John Whale
Editorial
One of my pleasures this autumn was introducing Peter Sansom and Michael Schmidt before their joint reading at the Ilkley Literature Festival. And when I received this invitation I was immediately struck by my sense of the invaluable contribution they have made to the life of poetry in the UK. From their different bases in the north of England, they have given major opportunities to poets across a whole generation. Both have decades of experience in the publishing of poetry: Schmidt over fifty years with Carcanet, and more than forty with PN Review; Sansom over thirty years with the Poetry Business, which includes the imprint Smith/Doorstop and The North magazine. At the same time as promoting and working on the texts of others, they have also managed to maintain a fidelity to their own craft as poets – something for which we should be equally grateful.

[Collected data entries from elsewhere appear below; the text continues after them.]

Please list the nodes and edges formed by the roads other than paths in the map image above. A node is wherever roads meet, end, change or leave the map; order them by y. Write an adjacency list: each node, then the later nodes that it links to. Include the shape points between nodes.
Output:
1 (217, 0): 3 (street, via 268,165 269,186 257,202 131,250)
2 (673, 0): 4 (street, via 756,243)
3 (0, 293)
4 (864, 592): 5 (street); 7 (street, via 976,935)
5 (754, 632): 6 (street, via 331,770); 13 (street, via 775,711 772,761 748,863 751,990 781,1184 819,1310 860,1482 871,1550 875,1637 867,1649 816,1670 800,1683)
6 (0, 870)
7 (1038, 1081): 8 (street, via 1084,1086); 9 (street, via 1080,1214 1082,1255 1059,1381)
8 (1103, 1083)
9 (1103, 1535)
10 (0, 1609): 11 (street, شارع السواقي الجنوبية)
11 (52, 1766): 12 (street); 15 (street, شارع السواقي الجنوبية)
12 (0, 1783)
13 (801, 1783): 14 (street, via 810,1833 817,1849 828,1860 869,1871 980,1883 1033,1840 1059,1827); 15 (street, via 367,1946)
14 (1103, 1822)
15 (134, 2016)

At Ilkley, Sansom and Schmidt were reading from their latest collections – Lanyard and Talking to Stanley on the Telephone. These are their sixth and ninth volumes respectively. In these new collections, both poets are in fine form and both are able to use their accumulated wealth of experience – and indeed their age – to great creative purpose. Both feel confident enough to play with time and memory and both use the vagaries of memory to wonderful poetic effect.
Both collections acknowledge a fellow poet: Sansom has an epigraph by Stanley Cook, who lived and worked in Yorkshire until his death in 2010, and Schmidt, in ...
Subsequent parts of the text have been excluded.